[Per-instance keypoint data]
════
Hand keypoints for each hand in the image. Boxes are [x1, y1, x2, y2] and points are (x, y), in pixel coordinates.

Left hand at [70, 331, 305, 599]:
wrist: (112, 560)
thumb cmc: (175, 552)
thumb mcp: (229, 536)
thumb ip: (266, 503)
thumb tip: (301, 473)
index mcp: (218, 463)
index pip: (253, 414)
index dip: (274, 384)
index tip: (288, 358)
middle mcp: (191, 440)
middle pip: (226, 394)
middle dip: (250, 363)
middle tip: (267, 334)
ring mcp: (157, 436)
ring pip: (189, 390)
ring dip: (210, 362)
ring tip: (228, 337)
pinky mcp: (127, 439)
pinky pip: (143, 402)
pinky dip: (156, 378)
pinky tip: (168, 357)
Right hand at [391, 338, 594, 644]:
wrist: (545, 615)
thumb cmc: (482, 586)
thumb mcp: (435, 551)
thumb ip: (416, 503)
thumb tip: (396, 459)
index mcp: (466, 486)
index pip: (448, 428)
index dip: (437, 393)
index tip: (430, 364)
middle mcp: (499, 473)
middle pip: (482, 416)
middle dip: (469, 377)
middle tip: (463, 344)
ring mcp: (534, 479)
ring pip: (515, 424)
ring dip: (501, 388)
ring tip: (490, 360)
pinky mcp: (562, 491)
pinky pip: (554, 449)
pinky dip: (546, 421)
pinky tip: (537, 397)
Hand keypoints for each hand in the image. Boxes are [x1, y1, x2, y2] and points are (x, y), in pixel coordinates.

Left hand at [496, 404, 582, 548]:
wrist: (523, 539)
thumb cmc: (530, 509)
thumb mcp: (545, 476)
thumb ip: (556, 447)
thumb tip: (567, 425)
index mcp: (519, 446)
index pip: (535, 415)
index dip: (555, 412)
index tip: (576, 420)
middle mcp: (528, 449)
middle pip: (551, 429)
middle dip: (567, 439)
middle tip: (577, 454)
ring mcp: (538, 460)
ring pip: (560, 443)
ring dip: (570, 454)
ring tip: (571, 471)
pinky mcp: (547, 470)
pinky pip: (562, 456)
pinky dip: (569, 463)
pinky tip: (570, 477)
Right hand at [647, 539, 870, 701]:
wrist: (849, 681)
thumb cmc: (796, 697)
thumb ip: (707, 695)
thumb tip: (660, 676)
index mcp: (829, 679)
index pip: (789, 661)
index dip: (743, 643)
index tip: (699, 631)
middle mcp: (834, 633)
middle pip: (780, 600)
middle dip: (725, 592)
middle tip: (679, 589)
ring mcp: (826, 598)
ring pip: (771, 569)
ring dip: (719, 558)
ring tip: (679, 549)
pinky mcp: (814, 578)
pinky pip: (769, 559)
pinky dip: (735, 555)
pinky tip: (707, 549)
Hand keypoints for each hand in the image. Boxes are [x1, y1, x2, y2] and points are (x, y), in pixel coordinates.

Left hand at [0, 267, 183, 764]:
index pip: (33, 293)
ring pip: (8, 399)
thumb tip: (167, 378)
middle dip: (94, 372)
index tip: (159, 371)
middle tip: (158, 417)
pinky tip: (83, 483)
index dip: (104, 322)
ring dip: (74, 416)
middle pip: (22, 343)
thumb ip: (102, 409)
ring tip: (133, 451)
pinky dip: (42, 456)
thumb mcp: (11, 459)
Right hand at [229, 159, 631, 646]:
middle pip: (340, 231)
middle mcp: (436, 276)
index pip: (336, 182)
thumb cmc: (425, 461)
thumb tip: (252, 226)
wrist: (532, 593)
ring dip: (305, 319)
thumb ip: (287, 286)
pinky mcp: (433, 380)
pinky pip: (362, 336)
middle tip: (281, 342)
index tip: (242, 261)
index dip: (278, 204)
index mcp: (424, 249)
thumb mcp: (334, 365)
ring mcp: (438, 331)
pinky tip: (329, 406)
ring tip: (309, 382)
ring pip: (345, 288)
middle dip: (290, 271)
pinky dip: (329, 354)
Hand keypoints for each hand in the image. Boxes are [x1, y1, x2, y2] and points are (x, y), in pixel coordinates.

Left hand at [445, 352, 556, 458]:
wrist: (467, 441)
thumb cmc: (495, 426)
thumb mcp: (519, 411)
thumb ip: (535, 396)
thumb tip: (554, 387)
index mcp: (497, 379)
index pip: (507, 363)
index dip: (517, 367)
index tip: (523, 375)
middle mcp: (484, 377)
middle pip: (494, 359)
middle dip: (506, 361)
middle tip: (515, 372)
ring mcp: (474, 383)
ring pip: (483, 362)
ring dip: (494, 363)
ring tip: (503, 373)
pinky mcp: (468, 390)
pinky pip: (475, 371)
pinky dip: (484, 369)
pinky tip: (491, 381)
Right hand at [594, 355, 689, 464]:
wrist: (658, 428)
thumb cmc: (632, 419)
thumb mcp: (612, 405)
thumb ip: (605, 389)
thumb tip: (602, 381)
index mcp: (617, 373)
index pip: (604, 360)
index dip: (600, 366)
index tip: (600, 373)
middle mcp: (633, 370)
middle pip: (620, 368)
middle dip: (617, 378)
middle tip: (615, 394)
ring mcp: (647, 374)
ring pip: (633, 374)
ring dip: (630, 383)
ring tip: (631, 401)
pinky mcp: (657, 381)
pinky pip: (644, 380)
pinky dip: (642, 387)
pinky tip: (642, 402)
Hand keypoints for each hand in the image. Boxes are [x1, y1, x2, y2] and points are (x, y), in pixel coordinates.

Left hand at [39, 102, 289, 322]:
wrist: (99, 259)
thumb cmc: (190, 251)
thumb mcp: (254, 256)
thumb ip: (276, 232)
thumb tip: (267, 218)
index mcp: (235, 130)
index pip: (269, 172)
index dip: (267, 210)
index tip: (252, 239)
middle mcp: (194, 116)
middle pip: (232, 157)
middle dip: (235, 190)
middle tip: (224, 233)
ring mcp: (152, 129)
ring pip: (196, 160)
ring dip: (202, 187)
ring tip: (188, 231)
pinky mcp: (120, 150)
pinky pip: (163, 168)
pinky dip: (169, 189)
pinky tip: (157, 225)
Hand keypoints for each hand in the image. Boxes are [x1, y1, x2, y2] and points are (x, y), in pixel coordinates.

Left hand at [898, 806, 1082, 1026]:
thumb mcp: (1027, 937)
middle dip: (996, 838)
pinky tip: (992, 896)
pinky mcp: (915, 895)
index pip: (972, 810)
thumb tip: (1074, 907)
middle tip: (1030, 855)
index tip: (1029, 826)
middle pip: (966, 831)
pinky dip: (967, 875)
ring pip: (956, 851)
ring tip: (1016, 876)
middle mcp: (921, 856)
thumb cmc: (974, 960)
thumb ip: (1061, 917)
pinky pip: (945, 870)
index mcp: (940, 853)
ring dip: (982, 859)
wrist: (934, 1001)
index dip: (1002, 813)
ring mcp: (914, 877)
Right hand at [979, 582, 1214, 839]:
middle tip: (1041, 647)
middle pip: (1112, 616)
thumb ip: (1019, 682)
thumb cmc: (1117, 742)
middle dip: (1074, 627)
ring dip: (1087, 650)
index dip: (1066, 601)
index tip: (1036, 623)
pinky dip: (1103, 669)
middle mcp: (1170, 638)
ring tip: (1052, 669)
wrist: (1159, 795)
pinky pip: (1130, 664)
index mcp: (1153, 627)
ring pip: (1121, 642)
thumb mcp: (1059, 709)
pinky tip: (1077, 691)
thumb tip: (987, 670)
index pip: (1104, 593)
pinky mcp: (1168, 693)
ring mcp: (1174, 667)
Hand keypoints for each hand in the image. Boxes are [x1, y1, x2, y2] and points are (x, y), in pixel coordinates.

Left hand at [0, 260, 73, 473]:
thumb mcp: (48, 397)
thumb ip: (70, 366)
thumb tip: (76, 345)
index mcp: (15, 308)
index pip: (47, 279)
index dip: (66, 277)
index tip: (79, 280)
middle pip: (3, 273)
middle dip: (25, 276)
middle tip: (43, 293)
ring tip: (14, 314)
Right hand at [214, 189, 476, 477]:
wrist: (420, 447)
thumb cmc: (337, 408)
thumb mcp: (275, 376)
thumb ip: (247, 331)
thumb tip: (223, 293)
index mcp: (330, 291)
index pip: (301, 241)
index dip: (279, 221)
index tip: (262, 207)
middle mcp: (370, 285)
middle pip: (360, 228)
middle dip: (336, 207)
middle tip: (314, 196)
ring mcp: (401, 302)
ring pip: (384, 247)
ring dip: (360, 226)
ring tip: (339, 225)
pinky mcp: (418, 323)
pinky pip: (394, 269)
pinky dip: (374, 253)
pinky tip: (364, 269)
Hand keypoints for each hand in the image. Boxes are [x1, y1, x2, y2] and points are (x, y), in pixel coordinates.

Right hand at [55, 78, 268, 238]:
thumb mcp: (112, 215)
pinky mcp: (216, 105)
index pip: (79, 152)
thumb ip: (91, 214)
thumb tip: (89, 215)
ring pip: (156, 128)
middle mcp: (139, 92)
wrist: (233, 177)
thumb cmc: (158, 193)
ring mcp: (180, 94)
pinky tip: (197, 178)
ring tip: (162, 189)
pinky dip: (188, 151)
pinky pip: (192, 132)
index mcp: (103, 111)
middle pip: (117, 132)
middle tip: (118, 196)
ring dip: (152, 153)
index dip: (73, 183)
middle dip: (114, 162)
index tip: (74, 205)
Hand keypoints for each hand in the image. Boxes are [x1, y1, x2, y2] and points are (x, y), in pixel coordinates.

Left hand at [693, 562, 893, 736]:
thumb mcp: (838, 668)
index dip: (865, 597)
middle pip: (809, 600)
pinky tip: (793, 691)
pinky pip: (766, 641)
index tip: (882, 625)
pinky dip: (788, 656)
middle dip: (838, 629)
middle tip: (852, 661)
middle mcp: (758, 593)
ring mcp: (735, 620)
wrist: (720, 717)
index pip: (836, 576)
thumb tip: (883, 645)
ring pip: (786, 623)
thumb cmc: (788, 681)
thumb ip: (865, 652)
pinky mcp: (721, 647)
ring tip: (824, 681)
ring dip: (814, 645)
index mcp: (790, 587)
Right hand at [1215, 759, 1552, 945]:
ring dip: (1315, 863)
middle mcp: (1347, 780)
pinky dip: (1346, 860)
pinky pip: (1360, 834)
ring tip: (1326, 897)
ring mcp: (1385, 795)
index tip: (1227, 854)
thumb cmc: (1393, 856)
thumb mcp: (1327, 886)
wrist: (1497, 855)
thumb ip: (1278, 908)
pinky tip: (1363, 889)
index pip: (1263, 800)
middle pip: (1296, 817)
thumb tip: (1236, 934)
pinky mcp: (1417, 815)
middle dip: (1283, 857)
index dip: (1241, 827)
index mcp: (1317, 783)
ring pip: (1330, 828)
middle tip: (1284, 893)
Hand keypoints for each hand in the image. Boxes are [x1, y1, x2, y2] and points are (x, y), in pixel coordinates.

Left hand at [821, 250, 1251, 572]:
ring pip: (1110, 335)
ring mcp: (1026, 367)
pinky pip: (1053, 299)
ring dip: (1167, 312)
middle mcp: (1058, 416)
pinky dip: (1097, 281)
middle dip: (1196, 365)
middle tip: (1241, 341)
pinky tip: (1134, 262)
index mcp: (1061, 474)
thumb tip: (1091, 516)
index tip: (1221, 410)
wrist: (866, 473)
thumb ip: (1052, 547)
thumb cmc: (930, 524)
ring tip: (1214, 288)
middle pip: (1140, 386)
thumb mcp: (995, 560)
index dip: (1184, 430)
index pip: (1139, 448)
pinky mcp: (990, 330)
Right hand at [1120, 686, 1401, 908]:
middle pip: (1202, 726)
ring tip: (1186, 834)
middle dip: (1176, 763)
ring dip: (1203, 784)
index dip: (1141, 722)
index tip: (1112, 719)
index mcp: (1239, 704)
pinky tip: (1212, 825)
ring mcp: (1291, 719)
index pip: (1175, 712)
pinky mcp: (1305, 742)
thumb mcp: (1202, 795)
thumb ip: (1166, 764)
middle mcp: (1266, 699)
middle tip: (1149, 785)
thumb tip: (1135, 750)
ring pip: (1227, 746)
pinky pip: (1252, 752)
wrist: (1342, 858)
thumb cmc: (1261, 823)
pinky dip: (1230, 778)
════
The problem: From the records above, reproduce exactly the lines from the one with "middle pip: (340, 231)" to the one with "middle dip: (290, 271)", both included, and no others.

Response to the task:
middle pip: (340, 231)
middle mcp: (436, 276)
index pip: (336, 182)
thumb cmc: (425, 461)
thumb tip: (252, 226)
wrist: (532, 593)
ring dip: (305, 319)
thumb ip: (287, 286)
pinky mcp: (433, 380)
pinky pip: (362, 336)
middle tip: (281, 342)
index tip: (242, 261)
index dip: (278, 204)
index mcp: (424, 249)
thumb mcp: (334, 365)
ring mcp: (438, 331)
pinky tip: (329, 406)
ring tip: (309, 382)
ring pip: (345, 288)
middle dip: (290, 271)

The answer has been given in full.